Das gefälschte Prüfbuch

Städte und Gemeinden stehen oft hinter Musikveranstaltungen. Das ist gut. Menschen kommen zusammen, feiern, lachen, tanzen. Das trägt zum gemeinschaftlichen Wohlbefinden bei. Sie bringen die Gemeinde außerdem auch oft gebietsübergreifend ins Gespräch. Veranstalter von Open-Air-Konzerten bedienen sich in aller Regel zusätzlichen Equipments. Dazu gehören beispielsweise eine mobile Bühne für die Band und ein oder mehrerer entsprechender Zelte. Diese werden von Veranstaltungsort zu Veranstaltungsort wiederverwendet, auf- und abgebaut. Näher mit der Materie Befasste kennen sie auch als fliegende Bauten.
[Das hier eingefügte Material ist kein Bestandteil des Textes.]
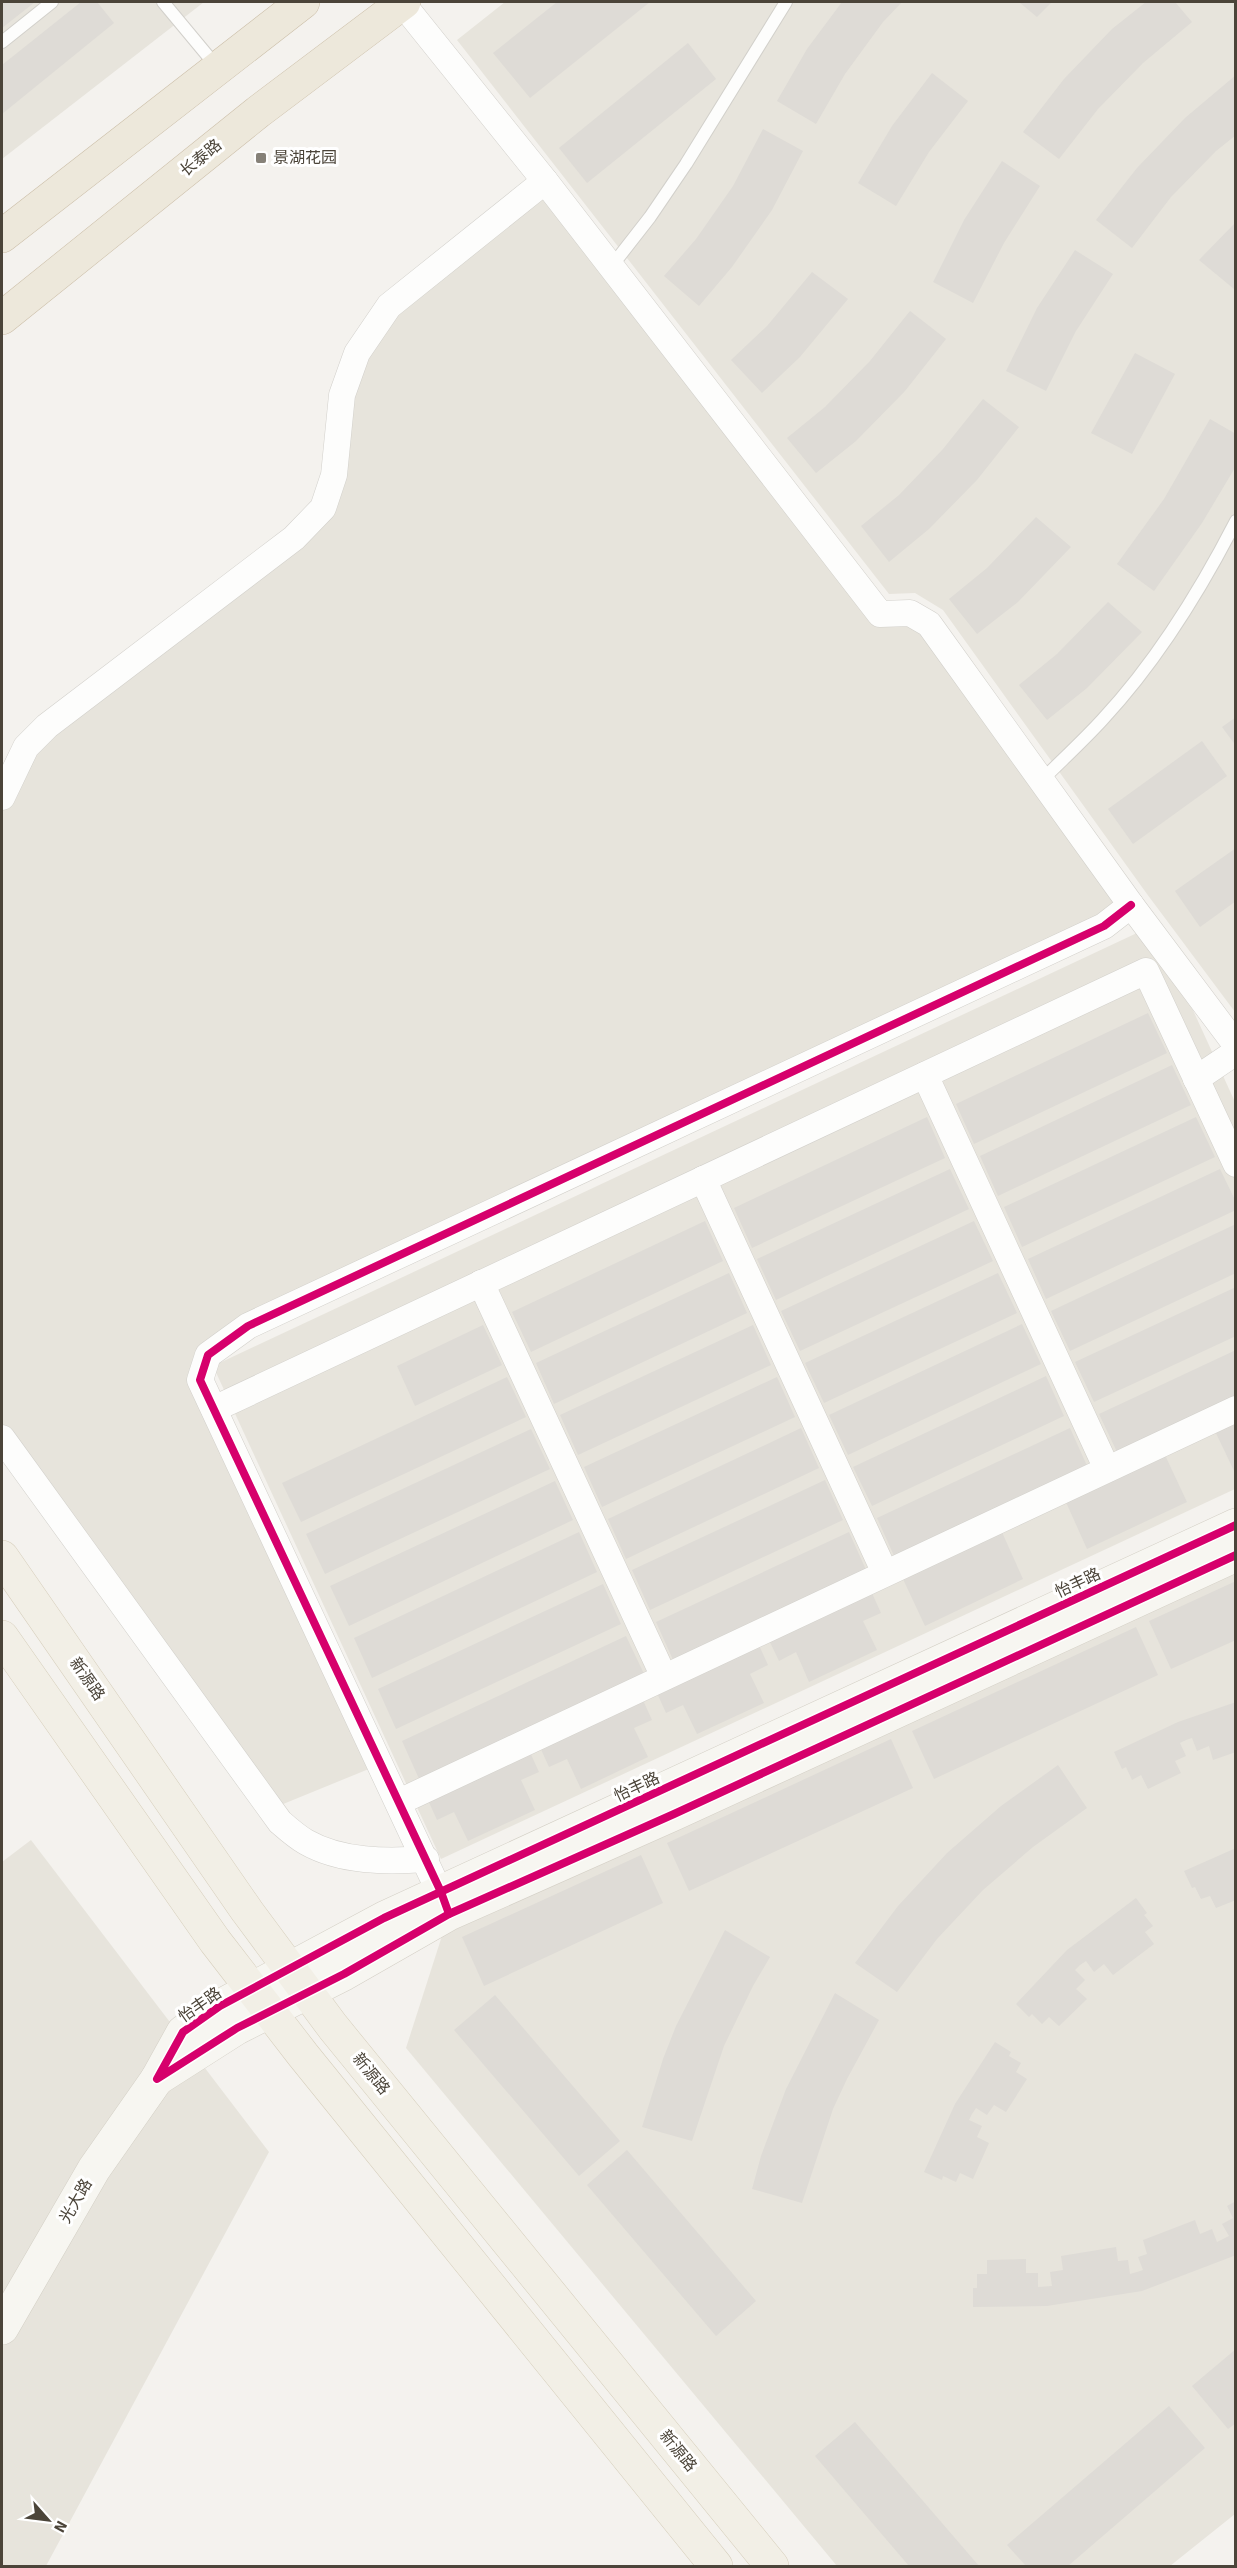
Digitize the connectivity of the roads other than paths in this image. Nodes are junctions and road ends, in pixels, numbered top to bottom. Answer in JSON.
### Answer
{"nodes":[{"id":1,"x":52,"y":2,"type":"edge"},
{"id":2,"x":163,"y":2,"type":"edge"},
{"id":3,"x":303,"y":2,"type":"edge"},
{"id":4,"x":403,"y":2,"type":"edge"},
{"id":5,"x":786,"y":2,"type":"edge"},
{"id":6,"x":2,"y":42,"type":"edge"},
{"id":7,"x":217,"y":67,"type":"junction"},
{"id":8,"x":544,"y":181,"type":"junction"},
{"id":9,"x":2,"y":236,"type":"edge"},
{"id":10,"x":611,"y":267,"type":"junction"},
{"id":11,"x":2,"y":318,"type":"edge"},
{"id":12,"x":1236,"y":521,"type":"edge"},
{"id":13,"x":1042,"y":780,"type":"junction"},
{"id":14,"x":2,"y":797,"type":"edge"},
{"id":15,"x":1131,"y":905,"type":"junction"},
{"id":16,"x":1236,"y":1045,"type":"edge"},
{"id":17,"x":1236,"y":1052,"type":"edge"},
{"id":18,"x":925,"y":1075,"type":"junction"},
{"id":19,"x":1196,"y":1079,"type":"junction"},
{"id":20,"x":1236,"y":1164,"type":"edge"},
{"id":21,"x":703,"y":1179,"type":"junction"},
{"id":22,"x":481,"y":1283,"type":"junction"},
{"id":23,"x":213,"y":1408,"type":"junction"},
{"id":24,"x":1236,"y":1409,"type":"edge"},
{"id":25,"x":2,"y":1438,"type":"edge"},
{"id":26,"x":1107,"y":1469,"type":"junction"},
{"id":27,"x":1236,"y":1525,"type":"edge"},
{"id":28,"x":1236,"y":1555,"type":"edge"},
{"id":29,"x":2,"y":1557,"type":"edge"},
{"id":30,"x":885,"y":1574,"type":"junction"},
{"id":31,"x":2,"y":1637,"type":"edge"},
{"id":32,"x":664,"y":1677,"type":"junction"},
{"id":33,"x":399,"y":1802,"type":"junction"},
{"id":34,"x":426,"y":1859,"type":"junction"},
{"id":35,"x":445,"y":1903,"type":"junction"},
{"id":36,"x":298,"y":1980,"type":"junction"},
{"id":37,"x":260,"y":2000,"type":"junction"},
{"id":38,"x":157,"y":2079,"type":"joint"},
{"id":39,"x":2,"y":2328,"type":"edge"},
{"id":40,"x":716,"y":2566,"type":"edge"},
{"id":41,"x":772,"y":2566,"type":"edge"}],
"edges":[{"from":1,"to":6,"type":"lane"},
{"from":2,"to":7,"type":"lane"},
{"from":3,"to":7,"type":"highway"},
{"from":4,"to":8,"type":"street"},
{"from":4,"to":11,"type":"highway","name":"长泰路"},
{"from":5,"to":10,"type":"lane"},
{"from":7,"to":9,"type":"highway"},
{"from":8,"to":10,"type":"street"},
{"from":8,"to":14,"type":"street"},
{"from":10,"to":13,"type":"street"},
{"from":12,"to":13,"type":"lane"},
{"from":13,"to":15,"type":"street"},
{"from":15,"to":16,"type":"street"},
{"from":15,"to":23,"type":"street"},
{"from":17,"to":19,"type":"street"},
{"from":18,"to":19,"type":"street"},
{"from":18,"to":21,"type":"street"},
{"from":18,"to":26,"type":"street"},
{"from":19,"to":20,"type":"street"},
{"from":21,"to":22,"type":"street"},
{"from":21,"to":30,"type":"street"},
{"from":22,"to":23,"type":"street"},
{"from":22,"to":32,"type":"street"},
{"from":23,"to":33,"type":"street"},
{"from":24,"to":26,"type":"street"},
{"from":25,"to":34,"type":"street"},
{"from":26,"to":30,"type":"street"},
{"from":27,"to":35,"type":"street","name":"怡丰路"},
{"from":28,"to":35,"type":"street","name":"怡丰路"},
{"from":29,"to":36,"type":"main road","name":"新源路"},
{"from":30,"to":32,"type":"street"},
{"from":31,"to":37,"type":"main road"},
{"from":32,"to":33,"type":"street"},
{"from":33,"to":34,"type":"street"},
{"from":34,"to":35,"type":"street"},
{"from":35,"to":36,"type":"street","name":"怡丰路"},
{"from":36,"to":37,"type":"street","name":"怡丰路"},
{"from":36,"to":41,"type":"main road","name":"新源路"},
{"from":37,"to":38,"type":"street","name":"怡丰路"},
{"from":37,"to":40,"type":"main road"},
{"from":38,"to":39,"type":"street","name":"光大路"}]}
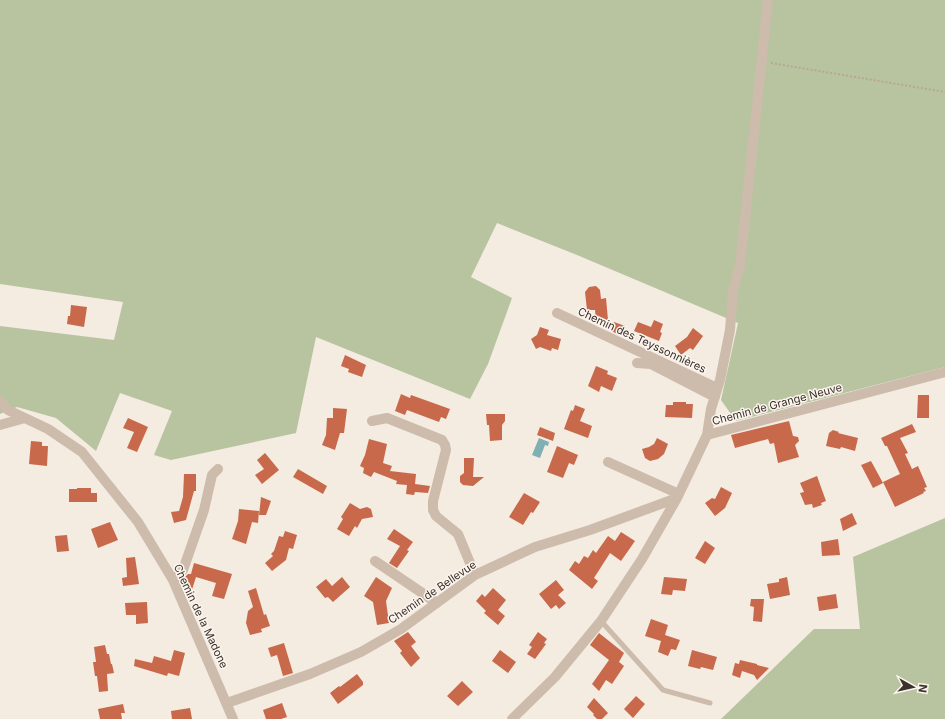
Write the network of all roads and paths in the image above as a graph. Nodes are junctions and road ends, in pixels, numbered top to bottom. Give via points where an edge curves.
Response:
1 (768, 0) edge
2 (762, 61) junction
3 (945, 92) edge
4 (557, 313) dead end
5 (636, 363) dead end
6 (945, 372) edge
7 (716, 393) junction
8 (0, 401) edge
9 (25, 418) junction
10 (372, 421) dead end
11 (0, 425) edge
12 (707, 435) junction
13 (608, 462) dead end
14 (218, 469) dead end
15 (678, 496) junction
16 (375, 561) dead end
17 (475, 575) junction
18 (173, 580) junction
19 (436, 603) junction
20 (601, 621) junction
21 (710, 703) dead end
22 (227, 704) junction
23 (233, 719) edge
24 (512, 719) edge

1 - 2 street
2 - 3 path
2 - 7 street via 740,266 733,291 730,330
4 - 7 street, Chemin des Teyssonnières
5 - 7 street, Chemin des Teyssonnières via 651,364
6 - 12 street, Chemin de Grange Neuve
7 - 12 street
8 - 9 street, Chemin de la Madone via 8,410
9 - 11 street
9 - 18 street, Chemin de la Madone via 48,429 82,452 138,522
10 - 17 street via 387,418 442,440 446,450 433,510 436,516 458,534
12 - 15 street, Chemin de Grange Neuve
13 - 15 street
14 - 18 street via 212,475 204,510 183,570
15 - 17 street, Chemin de Bellevue via 590,530 535,547
15 - 20 street, Chemin de Grange Neuve via 642,559
16 - 19 street
17 - 19 street, Chemin de Bellevue
18 - 22 street, Chemin de la Madone
19 - 22 street, Chemin de Bellevue via 401,629 361,652 310,674
20 - 21 lane via 663,690
20 - 24 street, Chemin de Grange Neuve via 555,677
22 - 23 street, Chemin de la Madone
Sofern die Zelte eine gewisse Größe erreichen, also eine bestimmte Besucherzahl erfassen und folglich eine entsprechende Grundfläche haben, sind diese durch die unteren Baurechtsbehörden vorher abzunehmen. Derartige fliegende Bauten bedürfen auch einer Ausführungsgenehmigung. Die Ausführungsgenehmigung ist, wie eine Baugenehmigung, ein Verwaltungsakt, den der Veranstalter im Prüfbuch vorzulegen hat. Der Ausführungsgenehmigung sind, wie häufig einer Baugenehmigung auch, verschiedene weitere Unterlagen beigefügt. Hierzu gehören beispielsweise Bau- und Betriebsbescheinigungen, statische Nachweise und noch Weiteres. Die Ausführungsgenehmigungen werden jedenfalls in Baden-Württemberg nach der momentanen Rechtslage vom TÜV Süd in Filderstadt erteilt und auch verlängert. Auch die Verlängerungsentscheidungen werden ins Prüfbuch geheftet.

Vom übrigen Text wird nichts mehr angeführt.